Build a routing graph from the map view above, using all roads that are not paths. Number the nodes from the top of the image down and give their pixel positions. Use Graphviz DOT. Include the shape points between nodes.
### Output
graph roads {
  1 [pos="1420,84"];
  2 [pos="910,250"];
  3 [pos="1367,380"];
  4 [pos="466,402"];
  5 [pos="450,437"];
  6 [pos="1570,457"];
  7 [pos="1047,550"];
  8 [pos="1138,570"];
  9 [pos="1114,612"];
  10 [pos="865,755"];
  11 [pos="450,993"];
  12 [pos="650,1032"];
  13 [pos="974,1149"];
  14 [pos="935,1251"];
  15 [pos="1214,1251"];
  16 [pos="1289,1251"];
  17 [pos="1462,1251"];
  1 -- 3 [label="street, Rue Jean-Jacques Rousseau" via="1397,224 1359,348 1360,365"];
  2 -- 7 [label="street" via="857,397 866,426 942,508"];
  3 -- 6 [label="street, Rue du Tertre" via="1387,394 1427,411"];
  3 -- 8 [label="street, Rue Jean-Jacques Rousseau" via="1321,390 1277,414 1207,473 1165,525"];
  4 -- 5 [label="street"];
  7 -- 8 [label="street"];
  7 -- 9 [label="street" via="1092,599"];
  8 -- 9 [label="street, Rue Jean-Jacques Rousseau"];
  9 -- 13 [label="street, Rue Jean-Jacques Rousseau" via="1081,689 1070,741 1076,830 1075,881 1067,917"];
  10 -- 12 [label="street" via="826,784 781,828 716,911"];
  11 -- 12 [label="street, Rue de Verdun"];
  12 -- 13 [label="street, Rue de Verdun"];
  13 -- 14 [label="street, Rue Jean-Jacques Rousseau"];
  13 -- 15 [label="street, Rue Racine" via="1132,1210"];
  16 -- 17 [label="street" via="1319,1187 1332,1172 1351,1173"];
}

* * *

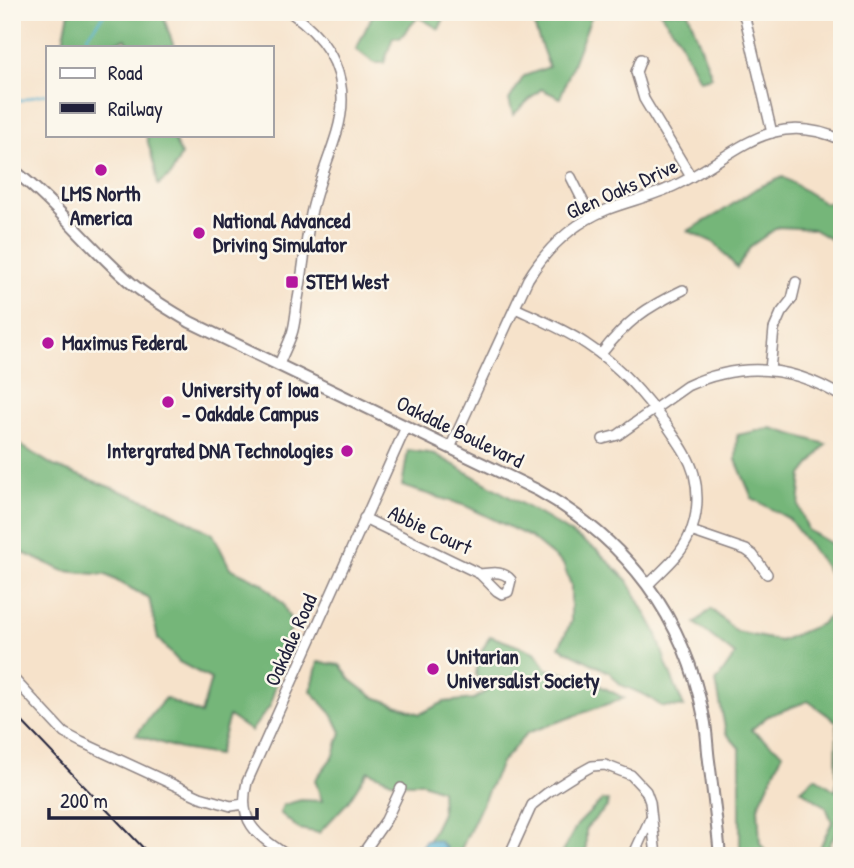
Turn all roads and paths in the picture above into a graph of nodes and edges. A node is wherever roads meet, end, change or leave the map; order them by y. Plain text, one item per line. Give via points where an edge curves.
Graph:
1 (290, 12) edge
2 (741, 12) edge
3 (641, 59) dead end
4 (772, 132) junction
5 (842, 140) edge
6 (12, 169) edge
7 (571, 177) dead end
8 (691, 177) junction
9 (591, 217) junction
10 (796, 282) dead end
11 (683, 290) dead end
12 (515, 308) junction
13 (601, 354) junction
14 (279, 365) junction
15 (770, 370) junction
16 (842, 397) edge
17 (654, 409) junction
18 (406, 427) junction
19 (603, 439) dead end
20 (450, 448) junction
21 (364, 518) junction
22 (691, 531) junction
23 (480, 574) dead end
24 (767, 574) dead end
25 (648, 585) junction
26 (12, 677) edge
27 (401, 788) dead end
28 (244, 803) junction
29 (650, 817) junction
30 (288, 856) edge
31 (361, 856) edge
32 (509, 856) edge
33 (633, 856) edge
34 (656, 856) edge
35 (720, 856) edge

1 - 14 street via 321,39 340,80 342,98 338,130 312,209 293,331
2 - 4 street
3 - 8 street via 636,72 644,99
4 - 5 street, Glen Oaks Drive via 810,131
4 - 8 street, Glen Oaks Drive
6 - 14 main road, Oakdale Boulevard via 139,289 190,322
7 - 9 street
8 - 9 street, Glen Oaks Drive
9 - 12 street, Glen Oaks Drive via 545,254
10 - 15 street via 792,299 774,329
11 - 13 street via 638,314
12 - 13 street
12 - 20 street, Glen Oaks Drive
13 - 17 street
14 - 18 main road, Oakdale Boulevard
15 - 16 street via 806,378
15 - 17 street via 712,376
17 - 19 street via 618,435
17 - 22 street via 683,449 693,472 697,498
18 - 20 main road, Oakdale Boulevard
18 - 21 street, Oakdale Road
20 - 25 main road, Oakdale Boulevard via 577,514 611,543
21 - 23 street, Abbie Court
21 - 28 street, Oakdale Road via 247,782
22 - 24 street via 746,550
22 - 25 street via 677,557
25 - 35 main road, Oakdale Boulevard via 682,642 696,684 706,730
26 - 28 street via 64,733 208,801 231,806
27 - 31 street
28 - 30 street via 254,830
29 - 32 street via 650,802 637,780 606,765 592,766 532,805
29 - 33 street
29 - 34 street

==

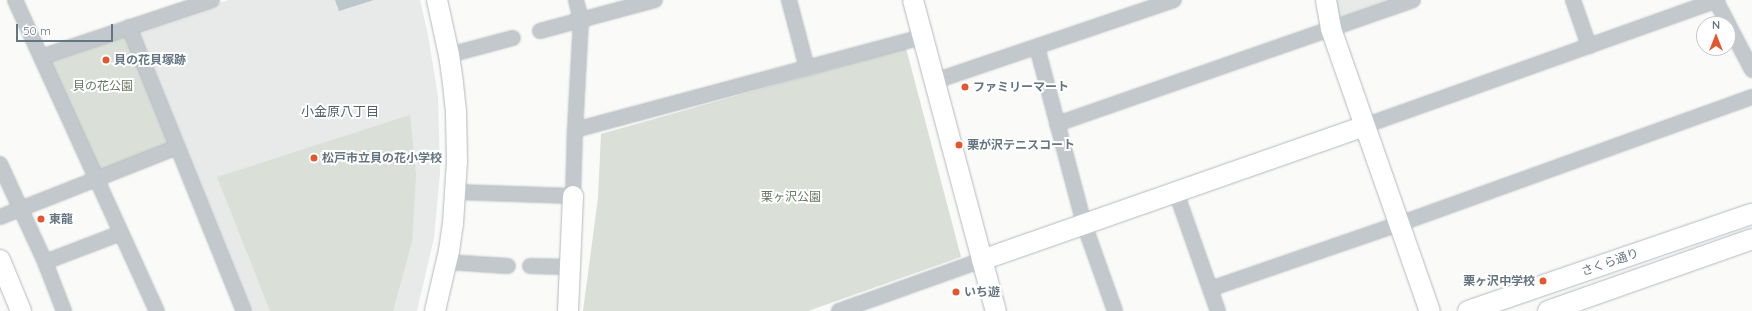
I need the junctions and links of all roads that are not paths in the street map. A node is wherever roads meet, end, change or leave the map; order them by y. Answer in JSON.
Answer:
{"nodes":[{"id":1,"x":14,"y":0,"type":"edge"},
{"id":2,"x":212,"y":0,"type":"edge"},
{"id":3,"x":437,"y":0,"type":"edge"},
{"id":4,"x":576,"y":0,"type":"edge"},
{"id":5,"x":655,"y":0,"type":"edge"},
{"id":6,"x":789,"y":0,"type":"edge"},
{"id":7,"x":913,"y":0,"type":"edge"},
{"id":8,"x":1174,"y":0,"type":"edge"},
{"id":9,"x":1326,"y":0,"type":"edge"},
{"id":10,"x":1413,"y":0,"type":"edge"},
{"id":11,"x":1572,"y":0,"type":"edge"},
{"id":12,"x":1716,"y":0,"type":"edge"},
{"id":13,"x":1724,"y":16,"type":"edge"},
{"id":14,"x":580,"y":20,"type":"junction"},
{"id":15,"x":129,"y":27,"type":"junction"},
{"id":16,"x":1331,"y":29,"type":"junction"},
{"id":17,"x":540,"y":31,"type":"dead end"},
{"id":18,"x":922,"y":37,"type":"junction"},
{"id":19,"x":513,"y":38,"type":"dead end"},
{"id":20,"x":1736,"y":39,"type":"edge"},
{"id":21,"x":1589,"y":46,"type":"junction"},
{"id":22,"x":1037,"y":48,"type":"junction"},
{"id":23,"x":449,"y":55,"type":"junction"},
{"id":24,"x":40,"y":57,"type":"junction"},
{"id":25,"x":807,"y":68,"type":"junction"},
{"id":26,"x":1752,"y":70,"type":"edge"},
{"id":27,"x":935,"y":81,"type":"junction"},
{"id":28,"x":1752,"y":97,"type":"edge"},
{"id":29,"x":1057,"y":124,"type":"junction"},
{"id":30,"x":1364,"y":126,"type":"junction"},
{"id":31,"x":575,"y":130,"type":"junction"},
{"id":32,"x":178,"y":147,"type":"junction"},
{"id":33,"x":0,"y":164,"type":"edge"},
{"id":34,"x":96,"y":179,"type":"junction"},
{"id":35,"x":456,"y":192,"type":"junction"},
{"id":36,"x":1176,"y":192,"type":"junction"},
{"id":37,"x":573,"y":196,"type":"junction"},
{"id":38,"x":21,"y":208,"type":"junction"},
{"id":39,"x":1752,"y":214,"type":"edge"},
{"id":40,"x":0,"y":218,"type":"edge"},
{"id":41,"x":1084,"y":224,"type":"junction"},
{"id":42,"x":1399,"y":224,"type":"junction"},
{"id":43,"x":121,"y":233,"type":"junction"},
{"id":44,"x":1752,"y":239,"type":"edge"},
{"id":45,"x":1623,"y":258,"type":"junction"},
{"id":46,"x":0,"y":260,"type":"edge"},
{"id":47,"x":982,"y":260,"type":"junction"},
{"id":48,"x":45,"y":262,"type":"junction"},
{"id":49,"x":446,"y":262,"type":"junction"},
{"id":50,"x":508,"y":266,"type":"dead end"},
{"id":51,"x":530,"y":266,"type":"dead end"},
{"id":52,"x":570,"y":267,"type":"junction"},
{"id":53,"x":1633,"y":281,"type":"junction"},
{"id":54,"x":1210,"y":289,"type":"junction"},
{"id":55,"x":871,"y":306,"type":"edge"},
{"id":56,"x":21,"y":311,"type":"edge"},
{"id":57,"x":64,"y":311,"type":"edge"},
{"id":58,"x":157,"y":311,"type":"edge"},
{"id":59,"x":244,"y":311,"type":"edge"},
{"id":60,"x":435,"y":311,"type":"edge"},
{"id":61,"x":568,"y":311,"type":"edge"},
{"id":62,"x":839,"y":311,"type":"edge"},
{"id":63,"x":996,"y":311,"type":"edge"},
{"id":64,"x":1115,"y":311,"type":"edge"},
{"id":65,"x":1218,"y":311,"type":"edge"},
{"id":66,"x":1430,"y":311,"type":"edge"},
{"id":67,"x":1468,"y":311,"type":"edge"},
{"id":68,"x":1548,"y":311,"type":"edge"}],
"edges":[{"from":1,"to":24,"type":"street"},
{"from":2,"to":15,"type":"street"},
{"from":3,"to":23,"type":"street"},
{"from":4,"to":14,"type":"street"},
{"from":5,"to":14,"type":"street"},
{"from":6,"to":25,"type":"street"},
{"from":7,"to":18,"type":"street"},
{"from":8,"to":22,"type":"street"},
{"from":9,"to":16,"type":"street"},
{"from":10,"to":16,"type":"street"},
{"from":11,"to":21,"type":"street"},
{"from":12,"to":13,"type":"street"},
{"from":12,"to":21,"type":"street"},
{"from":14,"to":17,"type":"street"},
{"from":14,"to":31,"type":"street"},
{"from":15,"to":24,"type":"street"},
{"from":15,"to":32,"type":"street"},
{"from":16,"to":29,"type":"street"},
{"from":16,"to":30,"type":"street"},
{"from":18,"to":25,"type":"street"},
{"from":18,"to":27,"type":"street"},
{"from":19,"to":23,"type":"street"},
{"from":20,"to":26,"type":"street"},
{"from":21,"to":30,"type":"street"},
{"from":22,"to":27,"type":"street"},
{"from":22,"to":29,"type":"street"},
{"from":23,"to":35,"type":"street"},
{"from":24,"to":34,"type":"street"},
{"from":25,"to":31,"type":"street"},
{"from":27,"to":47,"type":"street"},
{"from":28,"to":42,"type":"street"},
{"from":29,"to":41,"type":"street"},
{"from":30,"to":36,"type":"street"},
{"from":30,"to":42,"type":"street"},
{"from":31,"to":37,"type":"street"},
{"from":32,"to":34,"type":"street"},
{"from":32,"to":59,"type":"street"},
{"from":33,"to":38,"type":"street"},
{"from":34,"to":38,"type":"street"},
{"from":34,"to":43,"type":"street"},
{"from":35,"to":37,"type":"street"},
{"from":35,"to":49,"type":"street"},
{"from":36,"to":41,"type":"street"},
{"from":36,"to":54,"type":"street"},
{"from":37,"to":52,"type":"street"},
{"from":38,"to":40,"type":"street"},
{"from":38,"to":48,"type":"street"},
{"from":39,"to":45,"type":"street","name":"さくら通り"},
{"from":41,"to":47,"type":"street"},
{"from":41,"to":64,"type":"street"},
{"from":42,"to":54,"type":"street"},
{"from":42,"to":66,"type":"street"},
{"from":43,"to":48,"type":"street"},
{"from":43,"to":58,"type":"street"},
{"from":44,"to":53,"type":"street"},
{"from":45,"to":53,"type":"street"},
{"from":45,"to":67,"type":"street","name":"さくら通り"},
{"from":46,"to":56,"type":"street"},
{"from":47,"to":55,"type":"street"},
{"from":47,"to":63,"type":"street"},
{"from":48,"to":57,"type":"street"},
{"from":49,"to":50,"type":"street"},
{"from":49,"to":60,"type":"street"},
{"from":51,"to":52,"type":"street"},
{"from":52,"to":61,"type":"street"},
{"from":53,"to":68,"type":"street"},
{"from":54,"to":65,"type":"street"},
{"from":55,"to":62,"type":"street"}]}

### Your objective
Reproduce every line of the listing above in which the string "dead" appears.

### Task solution
3 (641, 59) dead end
7 (571, 177) dead end
10 (796, 282) dead end
11 (683, 290) dead end
19 (603, 439) dead end
23 (480, 574) dead end
24 (767, 574) dead end
27 (401, 788) dead end
{"id":17,"x":540,"y":31,"type":"dead end"},
{"id":19,"x":513,"y":38,"type":"dead end"},
{"id":50,"x":508,"y":266,"type":"dead end"},
{"id":51,"x":530,"y":266,"type":"dead end"},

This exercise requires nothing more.